La sostenibilità di queste progettualità tese a erogare servizi ma anche a trasformare contesti, passa prima che da trasferimenti di risorse pubbliche o dall’investimento di investitori privati, dalle aspirazioni degli abitanti, dal loro ruolo attivo e imprenditivo. Sono azioni che chiamano in causa nuove governance sperimentali, basate sul partenariato, policy pragmatiche e realmente collaborative spesso legate alle sensibilità e alla motivazione di coloro che nella Pubblica Amministrazione e nella società civile sono chiamati a promuoverle. Si va a generare così un vero e proprio processo di innovazione sociale di luogo (context dependent) che agendo su scala iperlocale è in grado di elaborare e praticare un cambiamento sistemico. Dove le relazioni sono dense, le pratiche sono inscindibili dalla produzione di significati e possono quindi essere condivise non solo come know how tecnico, ma come politica del quotidiano, contribuendo così a fare davvero la differenza rispetto agli assetti fin qui dominanti.

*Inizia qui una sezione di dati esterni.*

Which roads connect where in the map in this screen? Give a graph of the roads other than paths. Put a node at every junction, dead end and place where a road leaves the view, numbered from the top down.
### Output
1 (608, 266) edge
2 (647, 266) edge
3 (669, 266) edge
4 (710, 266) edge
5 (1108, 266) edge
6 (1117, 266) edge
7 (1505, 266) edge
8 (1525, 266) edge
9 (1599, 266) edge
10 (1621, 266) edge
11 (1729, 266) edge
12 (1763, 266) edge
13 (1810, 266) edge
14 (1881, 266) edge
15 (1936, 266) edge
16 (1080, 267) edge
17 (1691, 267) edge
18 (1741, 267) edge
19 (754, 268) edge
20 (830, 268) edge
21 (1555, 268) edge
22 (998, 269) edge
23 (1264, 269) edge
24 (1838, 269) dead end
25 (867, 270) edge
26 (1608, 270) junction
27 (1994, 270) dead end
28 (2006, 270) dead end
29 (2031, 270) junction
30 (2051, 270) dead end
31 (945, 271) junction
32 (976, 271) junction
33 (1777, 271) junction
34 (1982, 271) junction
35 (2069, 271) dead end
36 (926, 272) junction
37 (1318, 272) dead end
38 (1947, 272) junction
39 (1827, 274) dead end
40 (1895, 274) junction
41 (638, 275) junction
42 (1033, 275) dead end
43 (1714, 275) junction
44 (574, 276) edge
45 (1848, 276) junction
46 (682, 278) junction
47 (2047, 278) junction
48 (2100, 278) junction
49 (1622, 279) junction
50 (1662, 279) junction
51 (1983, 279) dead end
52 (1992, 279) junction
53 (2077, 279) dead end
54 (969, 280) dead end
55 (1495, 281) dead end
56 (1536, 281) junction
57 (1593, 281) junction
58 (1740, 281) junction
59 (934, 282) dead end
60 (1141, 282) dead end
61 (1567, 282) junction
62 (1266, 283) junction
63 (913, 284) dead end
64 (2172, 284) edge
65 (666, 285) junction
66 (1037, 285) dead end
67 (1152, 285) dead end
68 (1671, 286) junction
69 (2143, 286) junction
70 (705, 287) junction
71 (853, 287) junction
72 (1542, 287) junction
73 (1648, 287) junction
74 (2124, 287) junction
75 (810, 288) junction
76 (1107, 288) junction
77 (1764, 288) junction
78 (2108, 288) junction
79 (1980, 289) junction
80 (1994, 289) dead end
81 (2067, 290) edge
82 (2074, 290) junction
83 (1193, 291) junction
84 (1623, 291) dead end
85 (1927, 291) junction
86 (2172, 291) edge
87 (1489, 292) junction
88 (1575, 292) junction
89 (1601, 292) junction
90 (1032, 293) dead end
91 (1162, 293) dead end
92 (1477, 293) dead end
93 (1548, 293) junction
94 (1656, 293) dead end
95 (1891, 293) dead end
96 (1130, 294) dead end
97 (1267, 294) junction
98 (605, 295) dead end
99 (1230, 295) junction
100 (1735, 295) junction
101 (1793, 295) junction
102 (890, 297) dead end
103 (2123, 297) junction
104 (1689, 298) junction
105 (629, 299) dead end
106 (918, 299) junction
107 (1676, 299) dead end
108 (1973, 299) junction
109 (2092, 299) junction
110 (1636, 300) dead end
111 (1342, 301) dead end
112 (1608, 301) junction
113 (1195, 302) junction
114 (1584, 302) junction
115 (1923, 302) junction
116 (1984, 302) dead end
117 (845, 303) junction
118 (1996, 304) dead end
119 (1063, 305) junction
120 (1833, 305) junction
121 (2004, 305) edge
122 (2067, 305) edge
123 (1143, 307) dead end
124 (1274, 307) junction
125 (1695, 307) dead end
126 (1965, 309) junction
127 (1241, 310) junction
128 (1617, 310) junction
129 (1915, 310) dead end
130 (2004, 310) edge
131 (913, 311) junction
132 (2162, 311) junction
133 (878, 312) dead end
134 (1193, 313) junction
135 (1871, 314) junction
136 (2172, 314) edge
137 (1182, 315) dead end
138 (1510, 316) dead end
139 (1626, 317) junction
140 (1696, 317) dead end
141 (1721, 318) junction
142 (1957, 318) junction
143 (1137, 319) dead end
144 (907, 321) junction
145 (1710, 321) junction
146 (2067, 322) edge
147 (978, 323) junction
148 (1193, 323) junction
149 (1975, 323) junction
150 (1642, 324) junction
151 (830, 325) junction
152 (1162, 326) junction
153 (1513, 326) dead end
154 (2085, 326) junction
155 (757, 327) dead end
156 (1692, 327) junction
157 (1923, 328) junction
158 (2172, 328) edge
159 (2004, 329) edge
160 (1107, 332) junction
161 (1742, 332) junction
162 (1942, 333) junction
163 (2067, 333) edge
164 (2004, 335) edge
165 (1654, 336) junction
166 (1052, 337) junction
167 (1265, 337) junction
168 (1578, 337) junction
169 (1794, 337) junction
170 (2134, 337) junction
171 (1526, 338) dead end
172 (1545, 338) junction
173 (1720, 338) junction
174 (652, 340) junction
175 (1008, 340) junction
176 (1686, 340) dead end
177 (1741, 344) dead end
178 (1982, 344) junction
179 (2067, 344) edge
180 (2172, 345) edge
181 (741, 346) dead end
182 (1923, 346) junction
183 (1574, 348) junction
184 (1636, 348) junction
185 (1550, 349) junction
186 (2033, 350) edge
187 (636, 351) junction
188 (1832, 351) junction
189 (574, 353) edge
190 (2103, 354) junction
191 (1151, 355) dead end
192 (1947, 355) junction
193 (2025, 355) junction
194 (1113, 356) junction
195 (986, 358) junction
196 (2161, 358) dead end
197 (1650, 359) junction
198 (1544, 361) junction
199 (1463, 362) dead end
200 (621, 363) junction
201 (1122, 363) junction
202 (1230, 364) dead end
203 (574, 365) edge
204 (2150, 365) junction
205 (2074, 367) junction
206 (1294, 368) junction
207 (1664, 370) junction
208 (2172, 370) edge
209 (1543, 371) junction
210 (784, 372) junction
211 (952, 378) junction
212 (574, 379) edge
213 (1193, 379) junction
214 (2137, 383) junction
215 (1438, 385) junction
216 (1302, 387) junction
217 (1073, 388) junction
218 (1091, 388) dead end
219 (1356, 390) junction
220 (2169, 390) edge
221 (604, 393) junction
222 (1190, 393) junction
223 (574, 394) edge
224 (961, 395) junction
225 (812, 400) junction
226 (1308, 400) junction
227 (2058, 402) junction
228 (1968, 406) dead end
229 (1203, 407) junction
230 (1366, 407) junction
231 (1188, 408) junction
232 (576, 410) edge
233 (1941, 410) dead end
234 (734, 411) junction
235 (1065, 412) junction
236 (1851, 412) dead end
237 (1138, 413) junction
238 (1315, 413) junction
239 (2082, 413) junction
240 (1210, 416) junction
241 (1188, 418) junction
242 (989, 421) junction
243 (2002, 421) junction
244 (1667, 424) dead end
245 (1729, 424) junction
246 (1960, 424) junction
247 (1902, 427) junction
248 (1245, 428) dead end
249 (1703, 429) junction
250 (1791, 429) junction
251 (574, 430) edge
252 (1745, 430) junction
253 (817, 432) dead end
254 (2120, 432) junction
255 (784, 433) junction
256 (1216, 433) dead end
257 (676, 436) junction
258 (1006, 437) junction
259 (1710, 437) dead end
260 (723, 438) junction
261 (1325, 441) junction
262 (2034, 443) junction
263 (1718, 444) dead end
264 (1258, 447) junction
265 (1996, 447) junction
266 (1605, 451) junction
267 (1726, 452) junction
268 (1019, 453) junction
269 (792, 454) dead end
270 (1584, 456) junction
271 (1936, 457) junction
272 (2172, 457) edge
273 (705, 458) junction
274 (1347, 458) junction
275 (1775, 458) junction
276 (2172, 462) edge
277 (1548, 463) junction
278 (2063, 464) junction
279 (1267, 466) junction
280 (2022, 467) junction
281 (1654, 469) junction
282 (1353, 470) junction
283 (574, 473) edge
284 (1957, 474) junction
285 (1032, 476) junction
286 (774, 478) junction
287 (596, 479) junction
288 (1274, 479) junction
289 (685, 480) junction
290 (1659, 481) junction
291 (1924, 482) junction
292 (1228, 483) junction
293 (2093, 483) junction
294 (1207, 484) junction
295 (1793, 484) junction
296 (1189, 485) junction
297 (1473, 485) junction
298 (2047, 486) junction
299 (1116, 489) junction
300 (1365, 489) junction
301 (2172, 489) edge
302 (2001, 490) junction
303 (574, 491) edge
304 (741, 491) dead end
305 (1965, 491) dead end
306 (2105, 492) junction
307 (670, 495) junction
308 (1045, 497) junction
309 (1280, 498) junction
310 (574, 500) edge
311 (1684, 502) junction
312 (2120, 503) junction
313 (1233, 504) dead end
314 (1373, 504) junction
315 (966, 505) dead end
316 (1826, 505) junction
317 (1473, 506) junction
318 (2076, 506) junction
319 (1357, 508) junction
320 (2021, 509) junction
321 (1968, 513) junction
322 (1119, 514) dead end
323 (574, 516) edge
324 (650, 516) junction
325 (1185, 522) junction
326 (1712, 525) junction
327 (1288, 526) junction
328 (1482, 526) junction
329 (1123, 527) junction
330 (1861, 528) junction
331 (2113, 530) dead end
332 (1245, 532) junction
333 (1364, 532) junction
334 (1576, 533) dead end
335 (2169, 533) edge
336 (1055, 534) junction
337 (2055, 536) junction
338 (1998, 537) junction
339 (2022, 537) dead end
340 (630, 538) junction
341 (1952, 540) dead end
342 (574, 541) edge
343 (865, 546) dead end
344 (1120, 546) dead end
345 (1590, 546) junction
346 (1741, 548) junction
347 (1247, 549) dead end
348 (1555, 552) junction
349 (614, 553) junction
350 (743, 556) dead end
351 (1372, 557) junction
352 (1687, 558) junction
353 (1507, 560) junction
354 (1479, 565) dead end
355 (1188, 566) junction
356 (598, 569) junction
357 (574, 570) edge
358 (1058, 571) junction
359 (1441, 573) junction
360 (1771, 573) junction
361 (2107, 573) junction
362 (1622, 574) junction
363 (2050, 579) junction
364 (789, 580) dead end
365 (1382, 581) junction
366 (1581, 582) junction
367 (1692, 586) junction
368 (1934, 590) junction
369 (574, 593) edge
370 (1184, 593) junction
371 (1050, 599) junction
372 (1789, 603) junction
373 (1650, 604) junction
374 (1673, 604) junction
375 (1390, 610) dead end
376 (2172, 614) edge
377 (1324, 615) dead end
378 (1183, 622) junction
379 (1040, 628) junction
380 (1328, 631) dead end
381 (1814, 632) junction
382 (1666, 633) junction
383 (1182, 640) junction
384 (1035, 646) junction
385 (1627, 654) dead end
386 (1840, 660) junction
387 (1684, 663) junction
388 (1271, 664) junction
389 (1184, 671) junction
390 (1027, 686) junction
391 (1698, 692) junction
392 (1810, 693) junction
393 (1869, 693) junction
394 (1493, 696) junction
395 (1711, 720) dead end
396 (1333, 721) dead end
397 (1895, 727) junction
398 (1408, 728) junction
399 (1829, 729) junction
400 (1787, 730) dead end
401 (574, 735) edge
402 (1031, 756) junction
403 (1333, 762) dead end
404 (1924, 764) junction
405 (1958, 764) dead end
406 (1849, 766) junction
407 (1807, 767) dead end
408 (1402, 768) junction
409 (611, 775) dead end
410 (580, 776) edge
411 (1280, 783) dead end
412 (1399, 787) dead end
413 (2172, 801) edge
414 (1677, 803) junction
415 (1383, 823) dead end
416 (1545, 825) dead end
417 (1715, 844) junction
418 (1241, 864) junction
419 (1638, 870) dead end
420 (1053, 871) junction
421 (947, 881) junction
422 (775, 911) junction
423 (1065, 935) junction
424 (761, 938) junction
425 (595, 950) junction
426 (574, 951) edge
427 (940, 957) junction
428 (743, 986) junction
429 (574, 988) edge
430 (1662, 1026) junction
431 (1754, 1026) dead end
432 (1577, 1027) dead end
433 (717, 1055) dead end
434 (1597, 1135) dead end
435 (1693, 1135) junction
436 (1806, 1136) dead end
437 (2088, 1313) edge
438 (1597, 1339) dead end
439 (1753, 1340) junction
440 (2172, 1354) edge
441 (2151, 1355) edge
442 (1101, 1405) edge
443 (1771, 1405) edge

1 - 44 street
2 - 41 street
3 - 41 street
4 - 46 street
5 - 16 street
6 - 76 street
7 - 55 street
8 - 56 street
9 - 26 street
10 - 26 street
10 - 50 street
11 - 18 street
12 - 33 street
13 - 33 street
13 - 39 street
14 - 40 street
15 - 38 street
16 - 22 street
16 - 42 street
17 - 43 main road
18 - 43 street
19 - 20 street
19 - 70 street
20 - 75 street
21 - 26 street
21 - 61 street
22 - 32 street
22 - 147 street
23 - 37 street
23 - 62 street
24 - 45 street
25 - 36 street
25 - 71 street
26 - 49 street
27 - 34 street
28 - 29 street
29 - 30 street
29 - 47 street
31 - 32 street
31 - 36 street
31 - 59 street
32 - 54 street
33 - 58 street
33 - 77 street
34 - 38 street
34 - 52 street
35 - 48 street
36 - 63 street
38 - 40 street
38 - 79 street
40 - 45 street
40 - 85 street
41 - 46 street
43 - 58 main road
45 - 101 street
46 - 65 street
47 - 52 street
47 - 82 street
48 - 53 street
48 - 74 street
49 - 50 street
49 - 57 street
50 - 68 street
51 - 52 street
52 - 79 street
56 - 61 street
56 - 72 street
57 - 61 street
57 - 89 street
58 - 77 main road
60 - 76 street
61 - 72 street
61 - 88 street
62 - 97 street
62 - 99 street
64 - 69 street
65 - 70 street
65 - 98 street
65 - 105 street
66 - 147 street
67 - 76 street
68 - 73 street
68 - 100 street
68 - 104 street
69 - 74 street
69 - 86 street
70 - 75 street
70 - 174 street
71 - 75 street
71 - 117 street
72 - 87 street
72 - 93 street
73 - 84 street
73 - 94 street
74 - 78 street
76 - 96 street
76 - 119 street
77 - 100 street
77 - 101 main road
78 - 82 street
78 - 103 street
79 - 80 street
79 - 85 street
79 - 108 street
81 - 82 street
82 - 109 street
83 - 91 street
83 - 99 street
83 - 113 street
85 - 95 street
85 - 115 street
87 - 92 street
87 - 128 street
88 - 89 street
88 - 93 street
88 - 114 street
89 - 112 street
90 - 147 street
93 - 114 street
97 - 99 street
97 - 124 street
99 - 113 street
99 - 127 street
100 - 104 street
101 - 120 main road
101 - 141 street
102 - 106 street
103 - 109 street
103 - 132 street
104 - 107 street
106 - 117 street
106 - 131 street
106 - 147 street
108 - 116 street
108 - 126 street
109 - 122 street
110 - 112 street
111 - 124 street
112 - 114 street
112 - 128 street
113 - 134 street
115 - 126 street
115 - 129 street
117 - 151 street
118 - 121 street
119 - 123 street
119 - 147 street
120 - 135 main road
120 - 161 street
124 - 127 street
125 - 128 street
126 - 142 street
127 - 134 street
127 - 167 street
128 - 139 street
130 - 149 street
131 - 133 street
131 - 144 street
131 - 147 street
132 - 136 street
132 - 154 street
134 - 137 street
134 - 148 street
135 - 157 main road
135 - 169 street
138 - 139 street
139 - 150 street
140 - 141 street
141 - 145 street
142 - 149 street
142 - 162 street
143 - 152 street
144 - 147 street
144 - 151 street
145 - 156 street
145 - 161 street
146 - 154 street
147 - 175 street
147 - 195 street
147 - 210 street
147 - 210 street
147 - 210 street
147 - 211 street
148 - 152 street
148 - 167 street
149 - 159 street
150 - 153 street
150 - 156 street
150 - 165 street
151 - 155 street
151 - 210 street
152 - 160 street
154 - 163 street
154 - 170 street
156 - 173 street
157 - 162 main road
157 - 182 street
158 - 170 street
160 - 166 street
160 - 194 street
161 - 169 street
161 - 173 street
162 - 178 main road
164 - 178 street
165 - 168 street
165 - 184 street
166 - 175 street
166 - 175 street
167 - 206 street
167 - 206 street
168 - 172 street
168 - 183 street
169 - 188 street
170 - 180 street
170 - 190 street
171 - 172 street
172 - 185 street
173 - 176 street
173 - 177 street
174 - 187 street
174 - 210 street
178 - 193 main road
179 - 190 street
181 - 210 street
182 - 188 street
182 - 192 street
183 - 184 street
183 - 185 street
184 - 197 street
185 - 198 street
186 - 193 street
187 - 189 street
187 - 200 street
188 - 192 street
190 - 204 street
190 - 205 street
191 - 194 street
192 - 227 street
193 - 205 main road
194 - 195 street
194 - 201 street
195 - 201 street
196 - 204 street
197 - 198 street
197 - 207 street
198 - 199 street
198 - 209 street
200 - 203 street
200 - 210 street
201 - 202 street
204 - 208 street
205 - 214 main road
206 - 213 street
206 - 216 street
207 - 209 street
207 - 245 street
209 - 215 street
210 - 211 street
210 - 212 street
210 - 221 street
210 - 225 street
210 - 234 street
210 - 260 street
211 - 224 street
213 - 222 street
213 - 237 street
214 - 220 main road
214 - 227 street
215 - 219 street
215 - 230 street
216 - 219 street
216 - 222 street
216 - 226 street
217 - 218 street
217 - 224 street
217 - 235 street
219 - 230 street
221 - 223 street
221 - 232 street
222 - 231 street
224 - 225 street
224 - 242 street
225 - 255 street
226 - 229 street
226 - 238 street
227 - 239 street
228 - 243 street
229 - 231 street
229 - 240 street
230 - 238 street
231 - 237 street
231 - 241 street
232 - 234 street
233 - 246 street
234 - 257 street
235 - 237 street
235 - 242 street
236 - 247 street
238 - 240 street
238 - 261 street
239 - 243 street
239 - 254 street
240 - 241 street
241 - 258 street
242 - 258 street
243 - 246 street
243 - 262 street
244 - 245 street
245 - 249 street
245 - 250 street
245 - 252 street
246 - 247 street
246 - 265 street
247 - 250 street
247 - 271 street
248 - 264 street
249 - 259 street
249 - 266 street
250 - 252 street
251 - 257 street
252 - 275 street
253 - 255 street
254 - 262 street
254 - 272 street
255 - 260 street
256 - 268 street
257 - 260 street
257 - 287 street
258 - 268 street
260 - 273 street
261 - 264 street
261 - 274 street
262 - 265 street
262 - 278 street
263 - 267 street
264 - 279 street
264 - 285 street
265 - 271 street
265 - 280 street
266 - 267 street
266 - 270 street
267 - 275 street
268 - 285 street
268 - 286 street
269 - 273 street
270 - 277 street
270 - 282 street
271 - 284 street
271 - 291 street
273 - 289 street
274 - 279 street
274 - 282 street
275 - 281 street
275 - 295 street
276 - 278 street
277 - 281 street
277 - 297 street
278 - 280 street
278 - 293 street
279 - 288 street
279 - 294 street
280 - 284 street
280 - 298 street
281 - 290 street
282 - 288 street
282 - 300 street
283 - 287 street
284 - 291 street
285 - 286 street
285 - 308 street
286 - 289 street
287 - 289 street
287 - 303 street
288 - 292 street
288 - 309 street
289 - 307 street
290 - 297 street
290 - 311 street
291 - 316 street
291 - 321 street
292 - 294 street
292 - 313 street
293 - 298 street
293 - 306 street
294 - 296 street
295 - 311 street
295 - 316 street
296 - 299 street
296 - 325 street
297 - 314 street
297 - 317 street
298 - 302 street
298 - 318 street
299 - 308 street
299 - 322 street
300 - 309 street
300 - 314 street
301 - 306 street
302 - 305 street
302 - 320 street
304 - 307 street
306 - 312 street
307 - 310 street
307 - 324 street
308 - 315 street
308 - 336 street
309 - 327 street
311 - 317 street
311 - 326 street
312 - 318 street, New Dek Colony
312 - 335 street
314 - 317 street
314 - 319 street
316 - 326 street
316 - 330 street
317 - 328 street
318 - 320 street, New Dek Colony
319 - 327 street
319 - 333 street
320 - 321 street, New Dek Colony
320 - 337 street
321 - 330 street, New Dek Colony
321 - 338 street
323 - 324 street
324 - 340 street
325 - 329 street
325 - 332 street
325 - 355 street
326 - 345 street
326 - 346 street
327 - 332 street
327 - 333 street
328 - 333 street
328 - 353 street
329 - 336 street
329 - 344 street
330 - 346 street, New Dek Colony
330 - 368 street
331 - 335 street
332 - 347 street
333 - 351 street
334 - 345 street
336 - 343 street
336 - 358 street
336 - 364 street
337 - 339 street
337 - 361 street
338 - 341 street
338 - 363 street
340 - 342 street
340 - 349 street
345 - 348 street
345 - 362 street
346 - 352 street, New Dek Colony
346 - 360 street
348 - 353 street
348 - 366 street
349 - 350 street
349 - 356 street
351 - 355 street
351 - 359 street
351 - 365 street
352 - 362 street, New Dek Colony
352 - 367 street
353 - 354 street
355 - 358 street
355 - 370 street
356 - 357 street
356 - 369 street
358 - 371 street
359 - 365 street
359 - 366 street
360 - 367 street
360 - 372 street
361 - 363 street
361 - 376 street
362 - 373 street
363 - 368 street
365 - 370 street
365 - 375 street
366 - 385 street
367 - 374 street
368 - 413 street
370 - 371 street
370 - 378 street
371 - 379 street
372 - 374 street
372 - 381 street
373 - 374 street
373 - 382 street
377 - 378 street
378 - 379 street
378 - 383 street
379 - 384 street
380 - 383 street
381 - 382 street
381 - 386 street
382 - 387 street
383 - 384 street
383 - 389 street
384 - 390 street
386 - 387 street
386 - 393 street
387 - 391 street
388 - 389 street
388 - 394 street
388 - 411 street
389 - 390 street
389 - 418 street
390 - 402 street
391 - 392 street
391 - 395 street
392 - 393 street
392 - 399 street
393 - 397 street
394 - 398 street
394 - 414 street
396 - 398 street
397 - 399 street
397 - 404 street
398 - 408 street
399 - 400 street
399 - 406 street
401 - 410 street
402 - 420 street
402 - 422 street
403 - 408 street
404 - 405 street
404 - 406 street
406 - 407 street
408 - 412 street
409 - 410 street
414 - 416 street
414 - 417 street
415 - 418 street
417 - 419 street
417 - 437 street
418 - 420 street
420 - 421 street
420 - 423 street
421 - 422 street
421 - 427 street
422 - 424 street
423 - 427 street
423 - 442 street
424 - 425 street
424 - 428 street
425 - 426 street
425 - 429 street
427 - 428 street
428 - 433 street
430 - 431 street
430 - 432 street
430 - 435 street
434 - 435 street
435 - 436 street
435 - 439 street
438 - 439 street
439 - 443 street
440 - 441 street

La sfida: surfare l’onda bassa della crescita 

La dimensione di luogo che stiamo delineando è un vasto campo di azione in attesa di diventare una politica volta non solo a «rammendare» i fallimenti delle istituzioni dello Stato e del mercato, oltre che di una parte della società civile organizzata. L’obiettivo piuttosto è di dar vita a una nuova intelaiatura per lo sviluppo sociale ed economico che contribuisca a risolvere le principali sfide-Paese: creare lavoro, ricostruire la coesione, promuovere mobilità sociale. «Far ripartire il Paese»: quante volte abbiamo sentito questa frase? Non solo dalla bocca dei politici, ma anche da quella dei rappresentanti dei corpi intermedi di sindacati e imprese, dell’università e dei think tank fino alla folla indistinta dei social network. Prima però di tentare la risposta puntando sull’ennesima «next big thing» legata a un’innovazione di prodotto o di processo spesso importata e adattata, è meglio forse riformulare i termini della questione. In questo modo: chi manda avanti il Paese? E come? Perché a fronte del cataclisma di questi ultimi anni, avvenuto peraltro dentro una crisi di lungo periodo, siamo ancora qui a vaticinare uno «zero virgola» di crescita. Meglio quindi concentrarsi sui driver di sviluppo e sui soggetti che li alimentano, verificando se da qui può scaturire o meno un nuovo paradigma per l’economia e la società che altrimenti rischia solo di essere evocato. Un approccio «realista» quindi che, accettando il senso del limite rispetto alla lettura di un contesto sempre più complesso, non adotta ricette facili buone per tutte le stagioni ma cerca di mettere in luce fattori di sviluppo sociale ed economico fin qui appiattiti dall’approccio mainstream, svelandone così il potenziale.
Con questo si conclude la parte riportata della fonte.